Everyone has experienced overwhelm at one time or another. Whether it was a particularly stressful triggering series of events or just the general creeping up of life over time. But if you’re reading this you’ve made it through. Read on to find out about the top 5 things to do when you’re overwhelmed – so you’re ready when you experience those symptoms again in the future.
What is overwhelm?
Human beings are designed to cope with some stress. Yes, you read that right: A few kinds of stress are actually good for you. Mainly because it provides a challenge and a purpose. It drives you forward.
But when you get overwhelmed with stress then the primitive brain begins to take over because it feels threatened. Your mind is trying to look after you, so that fight-flight-freeze response begins to kick in to keep you safe. Intelligently you know you need to cope with the situation. But the primitive brain is quick and powerful, sometimes you cannot get rational objective control back quickly enough.
It’s important to remember that the mind doesn’t know the difference between imagination and reality. It’s not the events in life that necessarily provoke the primitive brain into action but your thoughts around those events. All those ‘what-ifs’ and ‘maybes’ about that situation can really build up in your mind. This is what fills up your stress bucket.
And the more you have in your stress bucket the quicker the primitive brain will respond. That absolutely overwhelming feeling that you get is the primitive brain at work – doing a good job of looking after you.
Symptoms of overwhelm
The primitive brain has three opt-out clauses: Fight, Flight or Freeze.

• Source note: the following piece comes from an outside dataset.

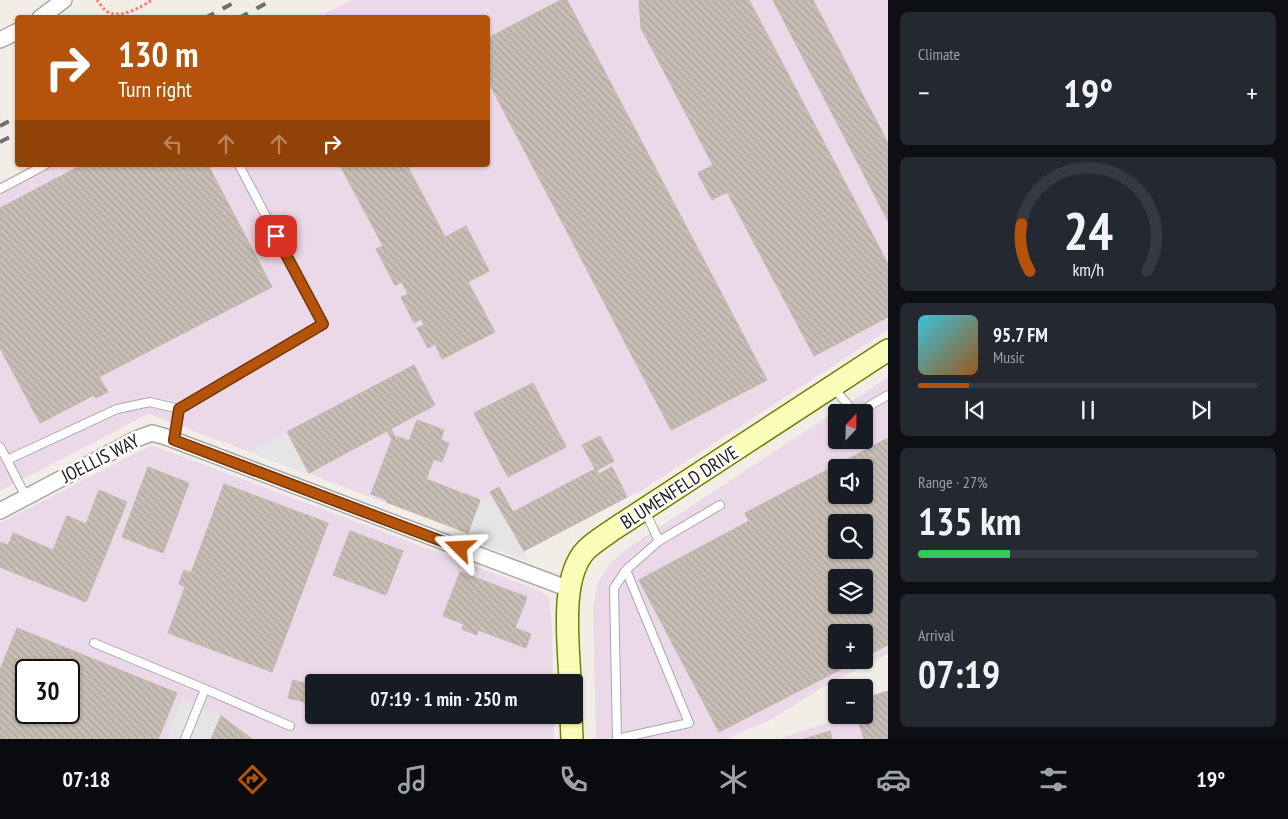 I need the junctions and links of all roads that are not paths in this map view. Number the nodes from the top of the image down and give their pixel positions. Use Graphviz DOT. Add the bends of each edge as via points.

And these are the things that give rise to the symptoms of overwhelm:
- Fight: Anger, frustration, being snappy, having a short fuse, being grumpy & irritable.
- Flight: Anxiety, restlessness, being fidgety, nervousness, being overly pessimistic.
- Freeze: Procrastination, low mood, tearfulness, low motivation & low self-esteem.
It’s not unusual to experience a mixture of these symptoms, too. And this can also result in a panic attack.
So, what are the 5 things to do when you’re overwhelmed?
Top things to do when you’re overwhelmed
1. Control your breathing
When you experience overwhelm, the mind sends a message to the body to panic. And the first thing it needs to do to create the fight-flight-freeze response is to take in more oxygen. That’s why your breathing often becomes short, shallow and fast.
Try to control your breathing by taking long, slow and deep breaths. This will send a message back up to the brain and let it know that you’re in control.
Move your body in whatever way you can. The fight-flight-freeze response will trigger your adrenaline levels. So, don’t just sit there and let the adrenaline course around your body.
Try and get rid of it by walking briskly, doing some star jumps or hit the gym if you enjoy that – just move.
3. Drink water
Hydration is really important for stable brain function. So don’t play into further triggers for your stress by being dehydrated.
Drink plenty of water to make sure you’re hydrated and your mind will sense the benefit.
4. Tidy up
Your environment is a reflection of what’s going on inside your mind. You’d be surprised what effect a good tidy-up can have!
So, organise your desk, sort out your living space or clean the bathroom. I guarantee you will feel a bit clearer in your mind as you see your physical space becoming more organised.
5. Take an emotional time out
If you were physically ill you would rest, enjoy some comforting food and watch your favourite movie, right? Well, treat your mental health in much the same way.
Give yourself some time off. Step away from your negative thoughts and feelings and do something nice for yourself. Anything that takes you away from your problems will be beneficial and will help you change your perspective.
One thing to keep in mind about all the possible things to do when you’re overwhelmed is that you’re not alone in this! Feeling overwhelmed is natural and something we’ve all experienced at one time in our lives – yes, even me!
It’s just the way that your primitive brain wants to look after you and help you to survive. If you think of it this way then you’ll find that you can accept those feelings for what they actually are and manage your symptoms much better.